(Dataset excerpts)
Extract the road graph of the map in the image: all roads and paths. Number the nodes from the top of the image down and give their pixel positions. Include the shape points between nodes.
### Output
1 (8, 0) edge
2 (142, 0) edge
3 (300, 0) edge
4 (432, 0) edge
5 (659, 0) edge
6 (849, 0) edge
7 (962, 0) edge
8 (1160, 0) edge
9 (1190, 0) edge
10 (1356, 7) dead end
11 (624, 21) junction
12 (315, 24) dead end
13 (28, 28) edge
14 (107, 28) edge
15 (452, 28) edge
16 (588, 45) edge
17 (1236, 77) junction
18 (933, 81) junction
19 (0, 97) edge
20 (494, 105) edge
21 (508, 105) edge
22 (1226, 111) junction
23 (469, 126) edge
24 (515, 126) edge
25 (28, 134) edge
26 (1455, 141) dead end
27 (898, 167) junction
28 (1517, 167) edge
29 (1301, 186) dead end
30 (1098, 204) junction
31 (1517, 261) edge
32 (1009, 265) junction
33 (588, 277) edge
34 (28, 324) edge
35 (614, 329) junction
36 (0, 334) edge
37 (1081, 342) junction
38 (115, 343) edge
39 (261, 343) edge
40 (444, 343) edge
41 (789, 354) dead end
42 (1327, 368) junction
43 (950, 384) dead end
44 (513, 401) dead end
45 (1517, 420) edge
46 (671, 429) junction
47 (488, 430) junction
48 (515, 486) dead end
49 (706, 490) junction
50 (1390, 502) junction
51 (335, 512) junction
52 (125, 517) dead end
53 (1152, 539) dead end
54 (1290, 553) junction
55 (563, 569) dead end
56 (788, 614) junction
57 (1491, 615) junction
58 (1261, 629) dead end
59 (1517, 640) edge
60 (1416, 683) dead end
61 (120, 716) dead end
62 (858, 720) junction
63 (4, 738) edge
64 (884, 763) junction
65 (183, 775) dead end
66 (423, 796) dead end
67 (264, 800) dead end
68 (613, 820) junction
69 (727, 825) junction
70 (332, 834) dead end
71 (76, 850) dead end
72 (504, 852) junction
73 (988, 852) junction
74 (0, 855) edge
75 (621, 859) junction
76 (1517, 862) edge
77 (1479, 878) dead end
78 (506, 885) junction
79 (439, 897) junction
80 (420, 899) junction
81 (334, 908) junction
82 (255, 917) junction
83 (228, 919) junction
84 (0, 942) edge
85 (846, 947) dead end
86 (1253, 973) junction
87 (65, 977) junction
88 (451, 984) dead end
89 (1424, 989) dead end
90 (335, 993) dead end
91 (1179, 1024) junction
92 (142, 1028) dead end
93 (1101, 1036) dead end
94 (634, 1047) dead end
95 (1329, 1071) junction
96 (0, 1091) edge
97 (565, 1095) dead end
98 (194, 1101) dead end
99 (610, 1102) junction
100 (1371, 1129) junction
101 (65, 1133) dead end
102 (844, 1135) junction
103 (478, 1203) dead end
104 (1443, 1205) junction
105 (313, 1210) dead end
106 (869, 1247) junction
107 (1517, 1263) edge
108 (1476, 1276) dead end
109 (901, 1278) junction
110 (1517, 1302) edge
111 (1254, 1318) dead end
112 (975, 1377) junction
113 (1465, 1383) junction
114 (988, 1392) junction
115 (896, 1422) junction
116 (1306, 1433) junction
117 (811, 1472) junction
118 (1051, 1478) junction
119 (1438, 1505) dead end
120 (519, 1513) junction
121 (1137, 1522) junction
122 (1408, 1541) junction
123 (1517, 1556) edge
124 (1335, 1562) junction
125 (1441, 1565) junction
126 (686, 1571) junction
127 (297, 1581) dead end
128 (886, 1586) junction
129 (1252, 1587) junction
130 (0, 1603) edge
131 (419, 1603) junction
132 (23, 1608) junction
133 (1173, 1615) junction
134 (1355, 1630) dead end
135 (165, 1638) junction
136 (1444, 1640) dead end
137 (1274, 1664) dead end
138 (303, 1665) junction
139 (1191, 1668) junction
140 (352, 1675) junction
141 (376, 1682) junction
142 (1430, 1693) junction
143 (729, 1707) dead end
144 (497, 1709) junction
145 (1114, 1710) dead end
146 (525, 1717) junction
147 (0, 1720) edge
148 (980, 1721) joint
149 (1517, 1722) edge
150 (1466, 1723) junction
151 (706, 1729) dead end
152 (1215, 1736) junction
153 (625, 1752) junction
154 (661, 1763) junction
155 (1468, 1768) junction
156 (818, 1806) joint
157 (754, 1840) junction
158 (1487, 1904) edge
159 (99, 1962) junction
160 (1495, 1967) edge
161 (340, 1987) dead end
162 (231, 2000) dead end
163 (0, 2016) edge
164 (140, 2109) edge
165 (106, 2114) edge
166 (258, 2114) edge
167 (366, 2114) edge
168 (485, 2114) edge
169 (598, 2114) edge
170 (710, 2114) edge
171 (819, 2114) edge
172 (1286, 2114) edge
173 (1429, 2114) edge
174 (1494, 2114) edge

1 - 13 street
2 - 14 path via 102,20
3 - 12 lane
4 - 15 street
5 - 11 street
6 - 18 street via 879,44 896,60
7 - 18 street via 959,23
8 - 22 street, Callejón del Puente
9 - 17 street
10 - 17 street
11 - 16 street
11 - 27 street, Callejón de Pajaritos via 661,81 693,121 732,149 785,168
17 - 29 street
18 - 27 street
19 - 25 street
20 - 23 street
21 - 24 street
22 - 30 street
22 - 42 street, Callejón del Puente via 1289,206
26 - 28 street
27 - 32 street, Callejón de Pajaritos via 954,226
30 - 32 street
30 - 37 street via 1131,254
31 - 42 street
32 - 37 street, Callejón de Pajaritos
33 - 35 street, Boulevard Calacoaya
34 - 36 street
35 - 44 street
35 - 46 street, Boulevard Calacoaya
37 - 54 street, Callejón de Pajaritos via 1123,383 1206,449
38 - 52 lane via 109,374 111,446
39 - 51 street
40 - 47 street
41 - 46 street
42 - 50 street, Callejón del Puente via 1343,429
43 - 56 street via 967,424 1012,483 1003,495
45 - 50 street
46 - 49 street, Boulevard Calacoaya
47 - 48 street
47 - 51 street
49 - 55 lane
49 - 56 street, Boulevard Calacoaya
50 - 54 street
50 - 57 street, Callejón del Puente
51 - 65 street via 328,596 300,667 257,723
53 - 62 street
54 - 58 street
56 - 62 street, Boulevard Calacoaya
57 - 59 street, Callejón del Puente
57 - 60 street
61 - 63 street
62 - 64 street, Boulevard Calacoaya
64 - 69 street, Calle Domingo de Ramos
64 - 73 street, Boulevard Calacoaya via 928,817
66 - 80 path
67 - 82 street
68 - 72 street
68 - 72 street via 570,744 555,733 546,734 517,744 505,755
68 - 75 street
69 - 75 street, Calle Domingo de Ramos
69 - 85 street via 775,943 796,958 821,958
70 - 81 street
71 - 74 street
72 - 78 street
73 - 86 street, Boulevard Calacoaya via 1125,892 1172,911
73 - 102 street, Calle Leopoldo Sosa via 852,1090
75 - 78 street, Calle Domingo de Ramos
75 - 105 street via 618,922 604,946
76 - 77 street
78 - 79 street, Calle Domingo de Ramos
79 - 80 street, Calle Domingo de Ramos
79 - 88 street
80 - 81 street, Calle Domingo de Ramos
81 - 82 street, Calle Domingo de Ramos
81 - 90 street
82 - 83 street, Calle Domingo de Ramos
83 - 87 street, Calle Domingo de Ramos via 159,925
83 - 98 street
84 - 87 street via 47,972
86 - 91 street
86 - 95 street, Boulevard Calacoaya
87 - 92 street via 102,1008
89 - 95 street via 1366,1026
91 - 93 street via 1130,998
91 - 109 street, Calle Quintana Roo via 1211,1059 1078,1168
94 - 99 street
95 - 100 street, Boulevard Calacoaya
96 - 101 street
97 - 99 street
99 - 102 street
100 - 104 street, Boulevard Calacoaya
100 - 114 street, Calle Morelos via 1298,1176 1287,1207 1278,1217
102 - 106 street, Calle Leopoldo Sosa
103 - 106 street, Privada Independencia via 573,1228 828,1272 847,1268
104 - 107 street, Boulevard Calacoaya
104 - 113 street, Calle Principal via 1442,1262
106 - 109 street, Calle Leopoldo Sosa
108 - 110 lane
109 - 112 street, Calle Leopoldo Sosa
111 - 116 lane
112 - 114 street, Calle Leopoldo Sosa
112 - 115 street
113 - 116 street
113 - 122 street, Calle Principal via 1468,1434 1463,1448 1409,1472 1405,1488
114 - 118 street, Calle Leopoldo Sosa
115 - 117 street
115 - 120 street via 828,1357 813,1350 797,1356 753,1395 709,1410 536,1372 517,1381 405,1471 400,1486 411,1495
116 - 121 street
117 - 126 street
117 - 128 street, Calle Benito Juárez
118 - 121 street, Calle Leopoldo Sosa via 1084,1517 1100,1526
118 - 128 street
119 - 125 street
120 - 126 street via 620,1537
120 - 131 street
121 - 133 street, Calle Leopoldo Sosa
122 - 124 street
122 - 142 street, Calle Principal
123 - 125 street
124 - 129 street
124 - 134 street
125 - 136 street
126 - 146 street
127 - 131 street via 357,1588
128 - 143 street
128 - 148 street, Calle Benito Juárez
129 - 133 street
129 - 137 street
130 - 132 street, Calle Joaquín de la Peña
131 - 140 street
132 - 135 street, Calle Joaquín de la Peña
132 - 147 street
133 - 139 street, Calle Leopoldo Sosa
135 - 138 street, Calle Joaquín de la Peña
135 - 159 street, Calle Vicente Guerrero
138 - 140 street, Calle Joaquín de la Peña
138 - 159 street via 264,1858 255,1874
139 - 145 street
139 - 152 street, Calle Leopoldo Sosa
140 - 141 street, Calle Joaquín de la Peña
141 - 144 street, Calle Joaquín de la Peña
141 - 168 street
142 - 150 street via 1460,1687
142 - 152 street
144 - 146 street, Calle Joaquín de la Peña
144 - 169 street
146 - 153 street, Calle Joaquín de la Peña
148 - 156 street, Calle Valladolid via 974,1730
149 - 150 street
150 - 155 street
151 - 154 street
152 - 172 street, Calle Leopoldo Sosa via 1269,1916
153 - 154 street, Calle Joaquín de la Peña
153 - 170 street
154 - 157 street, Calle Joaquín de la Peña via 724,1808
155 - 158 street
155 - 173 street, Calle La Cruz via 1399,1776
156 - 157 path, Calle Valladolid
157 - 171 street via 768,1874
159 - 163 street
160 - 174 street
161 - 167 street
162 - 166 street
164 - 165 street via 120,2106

- **WORK INSTRUCTION**: Copy each line of the records above that carries the word "joint".

- **RESULT FOR THIS TASK**:
148 (980, 1721) joint
156 (818, 1806) joint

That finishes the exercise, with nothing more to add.